• What you need to do: In the entries below, spot each line with the word "from" and copy it.
** Material provided follows **
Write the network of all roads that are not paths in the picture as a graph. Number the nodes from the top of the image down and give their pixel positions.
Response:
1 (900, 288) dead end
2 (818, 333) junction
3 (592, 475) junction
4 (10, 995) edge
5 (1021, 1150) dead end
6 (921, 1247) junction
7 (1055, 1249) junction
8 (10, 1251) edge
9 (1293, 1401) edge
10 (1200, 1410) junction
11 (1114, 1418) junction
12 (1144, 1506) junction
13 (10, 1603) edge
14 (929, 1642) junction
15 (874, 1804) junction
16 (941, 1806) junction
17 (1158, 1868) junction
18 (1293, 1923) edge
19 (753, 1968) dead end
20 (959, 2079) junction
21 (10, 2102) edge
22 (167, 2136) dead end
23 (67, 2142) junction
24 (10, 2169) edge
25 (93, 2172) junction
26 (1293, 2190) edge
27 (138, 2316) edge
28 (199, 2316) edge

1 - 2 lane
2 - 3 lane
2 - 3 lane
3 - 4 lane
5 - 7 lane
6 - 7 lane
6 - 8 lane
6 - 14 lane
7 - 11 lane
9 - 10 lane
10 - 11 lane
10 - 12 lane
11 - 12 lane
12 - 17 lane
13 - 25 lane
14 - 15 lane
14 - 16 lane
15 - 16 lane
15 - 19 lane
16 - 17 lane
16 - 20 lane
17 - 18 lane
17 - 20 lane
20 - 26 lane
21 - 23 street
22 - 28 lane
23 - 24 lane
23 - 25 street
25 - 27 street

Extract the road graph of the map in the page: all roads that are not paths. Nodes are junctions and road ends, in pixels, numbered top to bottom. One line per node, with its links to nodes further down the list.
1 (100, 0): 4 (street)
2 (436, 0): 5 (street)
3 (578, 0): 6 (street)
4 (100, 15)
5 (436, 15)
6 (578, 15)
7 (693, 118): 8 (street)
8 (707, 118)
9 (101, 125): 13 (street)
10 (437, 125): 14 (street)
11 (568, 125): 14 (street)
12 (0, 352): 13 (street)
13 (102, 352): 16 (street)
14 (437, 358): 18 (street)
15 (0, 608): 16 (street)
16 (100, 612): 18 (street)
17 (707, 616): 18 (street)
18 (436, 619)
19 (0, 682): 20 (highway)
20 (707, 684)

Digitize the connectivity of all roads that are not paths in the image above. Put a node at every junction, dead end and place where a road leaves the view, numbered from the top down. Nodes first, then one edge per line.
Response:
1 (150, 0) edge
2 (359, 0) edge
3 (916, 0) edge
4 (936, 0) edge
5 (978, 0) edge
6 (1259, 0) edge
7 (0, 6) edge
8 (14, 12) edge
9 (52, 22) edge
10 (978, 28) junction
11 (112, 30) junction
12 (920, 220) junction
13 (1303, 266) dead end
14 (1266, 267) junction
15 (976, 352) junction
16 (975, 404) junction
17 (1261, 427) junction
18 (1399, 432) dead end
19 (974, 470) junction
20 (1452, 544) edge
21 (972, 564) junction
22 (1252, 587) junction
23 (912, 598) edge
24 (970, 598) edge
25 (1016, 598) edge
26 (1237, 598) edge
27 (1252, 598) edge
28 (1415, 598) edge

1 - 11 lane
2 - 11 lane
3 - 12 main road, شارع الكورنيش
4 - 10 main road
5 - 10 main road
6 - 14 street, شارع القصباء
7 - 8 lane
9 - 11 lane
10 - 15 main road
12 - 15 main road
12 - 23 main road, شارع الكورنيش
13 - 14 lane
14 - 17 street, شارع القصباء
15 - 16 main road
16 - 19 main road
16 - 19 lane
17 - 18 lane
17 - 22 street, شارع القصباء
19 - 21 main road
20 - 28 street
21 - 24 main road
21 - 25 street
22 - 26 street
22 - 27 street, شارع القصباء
** End of Material provided **
• Worked solution:
Write the network of all roads that are not paths in the picture as a graph. Number the nodes from the top of the image down and give their pixel positions.
Digitize the connectivity of all roads that are not paths in the image above. Put a node at every junction, dead end and place where a road leaves the view, numbered from the top down. Nodes first, then one edge per line.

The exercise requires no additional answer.